Disabling senescence is needed for tumour progression and resistance to therapy

Although the senescence cell‐cycle arrest is considered as irreversible, it is believed that cells that have undergone senescence could re‐entry cell cycle [47]. This might explain how tumours progress or become resistant to anticancer therapies. There is evidence of senescent cells escaping from replicative senescence [47] and OIS [48]. Gorgoulis' group recently defined the concept of the escape from oncogene‐induced senescence (EOIS) helped by cellular models where deregulation of oncogenic signalling results in EOIS [48]. Upon CDC6 expression in epithelial cells, an early chromosomal reorganisation (inversion of chromosome 3) induces the circadian transcription factor Basic Helix–Loop–Helix Family Member E40 BHLHE40 activation (circadian clock machinery regulation). This is associated with senescent cells' re‐entry in cell cycle, likewise demonstrating a link between genomic instability and senescence escape [48].

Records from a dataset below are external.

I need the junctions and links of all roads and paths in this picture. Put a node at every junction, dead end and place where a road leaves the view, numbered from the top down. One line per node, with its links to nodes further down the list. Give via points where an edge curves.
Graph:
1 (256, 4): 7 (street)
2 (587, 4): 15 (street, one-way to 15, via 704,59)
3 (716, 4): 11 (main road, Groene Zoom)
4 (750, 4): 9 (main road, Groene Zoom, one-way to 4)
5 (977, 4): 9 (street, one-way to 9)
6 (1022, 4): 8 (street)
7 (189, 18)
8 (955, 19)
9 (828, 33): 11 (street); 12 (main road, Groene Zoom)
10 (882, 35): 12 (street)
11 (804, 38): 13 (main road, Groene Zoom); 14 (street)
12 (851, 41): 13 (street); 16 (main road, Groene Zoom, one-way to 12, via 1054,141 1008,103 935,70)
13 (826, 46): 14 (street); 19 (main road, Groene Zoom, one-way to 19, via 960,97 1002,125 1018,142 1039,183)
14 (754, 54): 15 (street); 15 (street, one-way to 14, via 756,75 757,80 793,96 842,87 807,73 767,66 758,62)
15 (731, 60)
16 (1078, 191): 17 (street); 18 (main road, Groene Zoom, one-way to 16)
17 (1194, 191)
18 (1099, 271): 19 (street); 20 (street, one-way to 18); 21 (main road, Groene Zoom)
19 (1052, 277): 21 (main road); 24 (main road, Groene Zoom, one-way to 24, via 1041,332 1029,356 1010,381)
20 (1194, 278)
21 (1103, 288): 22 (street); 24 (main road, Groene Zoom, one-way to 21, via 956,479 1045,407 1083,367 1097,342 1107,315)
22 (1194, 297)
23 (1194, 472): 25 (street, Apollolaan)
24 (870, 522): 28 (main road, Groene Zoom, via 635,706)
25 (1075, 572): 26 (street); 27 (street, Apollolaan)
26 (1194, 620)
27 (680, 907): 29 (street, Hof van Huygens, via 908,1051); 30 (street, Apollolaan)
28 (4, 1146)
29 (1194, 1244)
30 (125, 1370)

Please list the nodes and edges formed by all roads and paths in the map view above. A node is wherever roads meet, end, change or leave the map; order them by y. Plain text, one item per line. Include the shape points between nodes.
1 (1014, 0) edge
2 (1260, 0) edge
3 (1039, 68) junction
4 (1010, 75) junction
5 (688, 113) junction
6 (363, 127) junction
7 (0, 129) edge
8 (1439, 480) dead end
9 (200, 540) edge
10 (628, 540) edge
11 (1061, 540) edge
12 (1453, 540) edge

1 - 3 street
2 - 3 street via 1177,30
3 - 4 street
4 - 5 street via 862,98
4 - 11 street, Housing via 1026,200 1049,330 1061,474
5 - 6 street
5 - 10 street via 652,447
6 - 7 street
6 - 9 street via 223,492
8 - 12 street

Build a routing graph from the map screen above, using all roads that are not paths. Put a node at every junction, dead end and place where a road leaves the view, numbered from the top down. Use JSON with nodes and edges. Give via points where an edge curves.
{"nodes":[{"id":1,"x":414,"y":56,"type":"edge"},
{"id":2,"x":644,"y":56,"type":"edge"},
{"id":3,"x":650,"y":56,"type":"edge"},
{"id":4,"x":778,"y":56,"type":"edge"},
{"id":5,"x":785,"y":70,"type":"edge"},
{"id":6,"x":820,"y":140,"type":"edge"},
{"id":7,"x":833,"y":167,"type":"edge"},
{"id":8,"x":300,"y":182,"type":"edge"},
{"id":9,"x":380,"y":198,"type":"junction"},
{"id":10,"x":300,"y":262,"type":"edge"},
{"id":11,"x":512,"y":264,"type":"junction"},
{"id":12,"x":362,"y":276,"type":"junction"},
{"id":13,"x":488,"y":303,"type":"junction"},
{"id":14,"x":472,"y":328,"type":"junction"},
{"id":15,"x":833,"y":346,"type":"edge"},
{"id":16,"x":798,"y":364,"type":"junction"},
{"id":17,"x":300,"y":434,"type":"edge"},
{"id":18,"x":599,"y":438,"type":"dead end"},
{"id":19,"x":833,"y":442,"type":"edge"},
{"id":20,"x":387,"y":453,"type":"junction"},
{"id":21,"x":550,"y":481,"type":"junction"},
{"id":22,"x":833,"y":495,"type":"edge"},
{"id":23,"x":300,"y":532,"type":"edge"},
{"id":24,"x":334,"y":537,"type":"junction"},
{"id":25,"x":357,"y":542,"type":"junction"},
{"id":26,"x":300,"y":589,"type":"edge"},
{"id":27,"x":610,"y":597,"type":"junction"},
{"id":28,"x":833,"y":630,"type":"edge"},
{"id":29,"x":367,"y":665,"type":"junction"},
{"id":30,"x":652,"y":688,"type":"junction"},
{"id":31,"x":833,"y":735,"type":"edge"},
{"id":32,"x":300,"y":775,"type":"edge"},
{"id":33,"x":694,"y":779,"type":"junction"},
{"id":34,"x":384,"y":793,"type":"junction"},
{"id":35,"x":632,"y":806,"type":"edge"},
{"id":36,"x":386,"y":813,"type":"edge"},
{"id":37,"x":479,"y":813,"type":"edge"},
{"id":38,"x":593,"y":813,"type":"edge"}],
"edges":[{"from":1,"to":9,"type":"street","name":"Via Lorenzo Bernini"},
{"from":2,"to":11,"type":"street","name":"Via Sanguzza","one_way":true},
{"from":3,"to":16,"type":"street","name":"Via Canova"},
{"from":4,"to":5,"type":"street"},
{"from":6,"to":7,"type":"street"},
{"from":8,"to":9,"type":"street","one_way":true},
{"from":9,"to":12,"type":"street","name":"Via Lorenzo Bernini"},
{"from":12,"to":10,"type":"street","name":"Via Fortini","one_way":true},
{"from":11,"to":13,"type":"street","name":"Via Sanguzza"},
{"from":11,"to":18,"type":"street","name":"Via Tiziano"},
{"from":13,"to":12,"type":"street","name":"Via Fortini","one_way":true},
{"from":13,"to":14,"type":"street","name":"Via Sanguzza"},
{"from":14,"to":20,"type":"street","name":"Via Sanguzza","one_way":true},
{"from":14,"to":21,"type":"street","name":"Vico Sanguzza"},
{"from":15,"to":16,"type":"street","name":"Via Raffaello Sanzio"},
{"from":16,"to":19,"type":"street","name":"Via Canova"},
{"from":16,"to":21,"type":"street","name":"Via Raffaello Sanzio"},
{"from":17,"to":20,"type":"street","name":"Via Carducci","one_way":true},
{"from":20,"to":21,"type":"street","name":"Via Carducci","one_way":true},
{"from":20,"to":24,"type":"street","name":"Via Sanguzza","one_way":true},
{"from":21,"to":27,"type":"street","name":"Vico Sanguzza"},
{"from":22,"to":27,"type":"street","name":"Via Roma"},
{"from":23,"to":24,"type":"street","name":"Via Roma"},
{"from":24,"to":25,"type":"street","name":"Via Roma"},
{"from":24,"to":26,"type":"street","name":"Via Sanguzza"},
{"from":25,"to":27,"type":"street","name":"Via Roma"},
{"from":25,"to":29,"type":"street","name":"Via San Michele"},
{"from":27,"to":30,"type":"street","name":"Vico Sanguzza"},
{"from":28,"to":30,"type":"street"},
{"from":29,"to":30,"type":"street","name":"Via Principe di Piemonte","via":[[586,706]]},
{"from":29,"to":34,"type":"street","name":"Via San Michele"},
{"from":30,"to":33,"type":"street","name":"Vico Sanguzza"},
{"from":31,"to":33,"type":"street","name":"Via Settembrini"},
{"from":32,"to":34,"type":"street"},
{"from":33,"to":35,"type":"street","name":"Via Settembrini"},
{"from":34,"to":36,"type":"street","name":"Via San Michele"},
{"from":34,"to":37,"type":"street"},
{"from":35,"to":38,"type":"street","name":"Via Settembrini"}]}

Cancer cells can also escape TIS. MCF‐7 breast cancer cell clones treated with therapeutic doses of doxorubicin, after a burst of senescence induction, can recover and regain their proliferative ability that is associated with CDC2 overexpression [49]. H1229 non‐small cell lung cancer cells exposed to a variety of chemotherapeutic agents can also escape from TIS by overexpressing CDC2/CDK1, what is a very rare event [50]. Induction of senescence has been also shown to induce reprogramming. Interestingly lymphoma cells that have undergone senescence show an upregulation of reprogramming and display enhanced aggressiveness [51]. A recent study on primary acute myeloid leukaemia (AML) patients' cells revealed that even if chemotherapy induces a senescence‐like phenotype, this phenotype is transient and contributes to cancer relapse by promoting aggressiveness and stem cell potential of tumour cells [52]. Cancer cells that escape from TIS are often polyploid [53] and express markers of stemness and aggressiveness [54]. Senescent tumour cells can represent a form of “cell dormancy”, and thus also contributes to disease recurrence [55].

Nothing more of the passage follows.